— Ты, Желязко, давно сюда не наведывался?
— Лет пять, не меньше, верно? — подхватил первый. — Мы с тех пор, как забили тут первый кол, тебя не видели.
— Заходи, малиновой наливкой угостим.
— Чего там малиновой. Откупорим одну из тех, из зарытых. Сто бутылок. Брата Ангела старшему сыну предназначены. Десять мы уже ему на Новый год подарили.
— Двигай и ты сюда, Желязко. Мы тут родились, нам тут и жить. Мы здесь каждую субботу-воскресенье. На дачу, что возле Римских терм, даже и не заглядываем. Больно уж много развелось там недужных да уродов. А сюда главное — чужих не пускать. Приезжай скорее. Здесь пока только мы да еще этот писателишка, но его уже раз побили прошлым летом. Черт с ним, он не мешает. Ходит по лугу голый до пояса и все о йогах да богомилах рассуждает. Хочешь, позовем? Янко, поди-ка кликни его, что ли?..
— Да брось, он, верно, не один, — хихикнул младший брат, красноголовый.
Желязко узнал обоих — это были братья Ангела Костадинова; самого младшего, Янко, он помнил плохо, но со средним, с Жоро, ему приходилось встречаться. Желязко знал, что Жоро инженер, учился за границей, одно время даже работал в министерстве, а потом вернулся, возглавил какое-то новое предприятие и занял первый этаж в доме брата.

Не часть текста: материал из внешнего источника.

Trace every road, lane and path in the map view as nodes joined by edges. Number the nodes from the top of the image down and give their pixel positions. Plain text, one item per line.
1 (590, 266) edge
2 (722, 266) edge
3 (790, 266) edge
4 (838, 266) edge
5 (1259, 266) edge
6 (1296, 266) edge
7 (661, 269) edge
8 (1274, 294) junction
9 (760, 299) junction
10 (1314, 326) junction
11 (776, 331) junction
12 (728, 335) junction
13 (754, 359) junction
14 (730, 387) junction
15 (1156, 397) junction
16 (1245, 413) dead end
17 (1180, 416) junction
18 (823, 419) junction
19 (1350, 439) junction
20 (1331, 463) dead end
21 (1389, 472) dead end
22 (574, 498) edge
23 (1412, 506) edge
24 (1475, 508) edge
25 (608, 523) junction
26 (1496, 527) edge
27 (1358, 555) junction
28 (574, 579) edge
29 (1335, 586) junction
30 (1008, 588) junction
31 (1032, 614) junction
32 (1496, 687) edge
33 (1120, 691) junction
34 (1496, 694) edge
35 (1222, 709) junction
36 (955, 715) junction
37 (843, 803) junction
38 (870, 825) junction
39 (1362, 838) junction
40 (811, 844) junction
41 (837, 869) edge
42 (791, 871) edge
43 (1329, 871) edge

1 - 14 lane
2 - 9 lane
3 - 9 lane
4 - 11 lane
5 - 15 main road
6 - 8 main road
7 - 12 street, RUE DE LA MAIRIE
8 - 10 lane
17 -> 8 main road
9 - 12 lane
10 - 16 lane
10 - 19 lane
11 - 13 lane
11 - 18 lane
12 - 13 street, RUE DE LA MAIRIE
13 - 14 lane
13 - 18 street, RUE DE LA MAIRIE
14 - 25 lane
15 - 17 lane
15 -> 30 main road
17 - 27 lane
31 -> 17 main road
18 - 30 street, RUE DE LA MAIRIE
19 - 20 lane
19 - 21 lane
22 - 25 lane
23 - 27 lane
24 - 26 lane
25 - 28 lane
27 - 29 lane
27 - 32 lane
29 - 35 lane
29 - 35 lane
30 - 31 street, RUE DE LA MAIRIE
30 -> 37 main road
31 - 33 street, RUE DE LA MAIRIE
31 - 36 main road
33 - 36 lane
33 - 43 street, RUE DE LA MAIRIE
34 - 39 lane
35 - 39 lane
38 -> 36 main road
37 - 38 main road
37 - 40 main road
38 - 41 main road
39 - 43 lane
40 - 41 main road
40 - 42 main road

Что делает Янко, Желязко не знал, он был еще совсем мал, когда они с Ангелом рыскали по окрестным горам.
— Двигай к нам, Желязко! — кричали ему братья, — Узнаешь, что такое настоящее вино! А от этого чертова города лучше держись подальше!
То же самое, только про деревню, когда-то говорил Толум, их отец: «Деревня? Да гори она огнем. Народ в деревне дикий и злобный». Все тут — от вырубки и корчевки кустарника, пахоты и сева до уборки урожая — сплошная мука. Земля щедрая, ничего не скажешь, благодарен ей Толум, но люди ненавидят друг друга, злобствуют, особенно когда кто выбиваться начнет, за жилы вытягивать себя из захолустья. Потому, коли уж есть что у кого, жмется изо всех сил, копит на черный день. Сам-то он словно заново на свет народился, когда сын увез его в город. Первый раз понял, что бывает совсем другая жизнь. И Толум благословлял город и тех, кто его придумал. Даже слезы навертывались. И внушал обоим, Ангелу и Желязко, работать не покладая рук, не поддаваться ни усталости, ни отчаянью, хотя своими собственными руками больше ни к чему не прикоснулся. В сущности, он давно уже ни к чему не прикасался — давать деньги в рост оказалось гораздо приятнее; поговаривали, что он-то и развязал кошелек с припрятанным золотом, отдал его на обзаведение налбантовского дома. Теперь уже некому было ему завидовать, ставить палки в колеса. Бил себя в грудь Толум — детей вырастил, внуков пристроил; вскоре он уже считался примерным гражданином, лучшим в своем квартале.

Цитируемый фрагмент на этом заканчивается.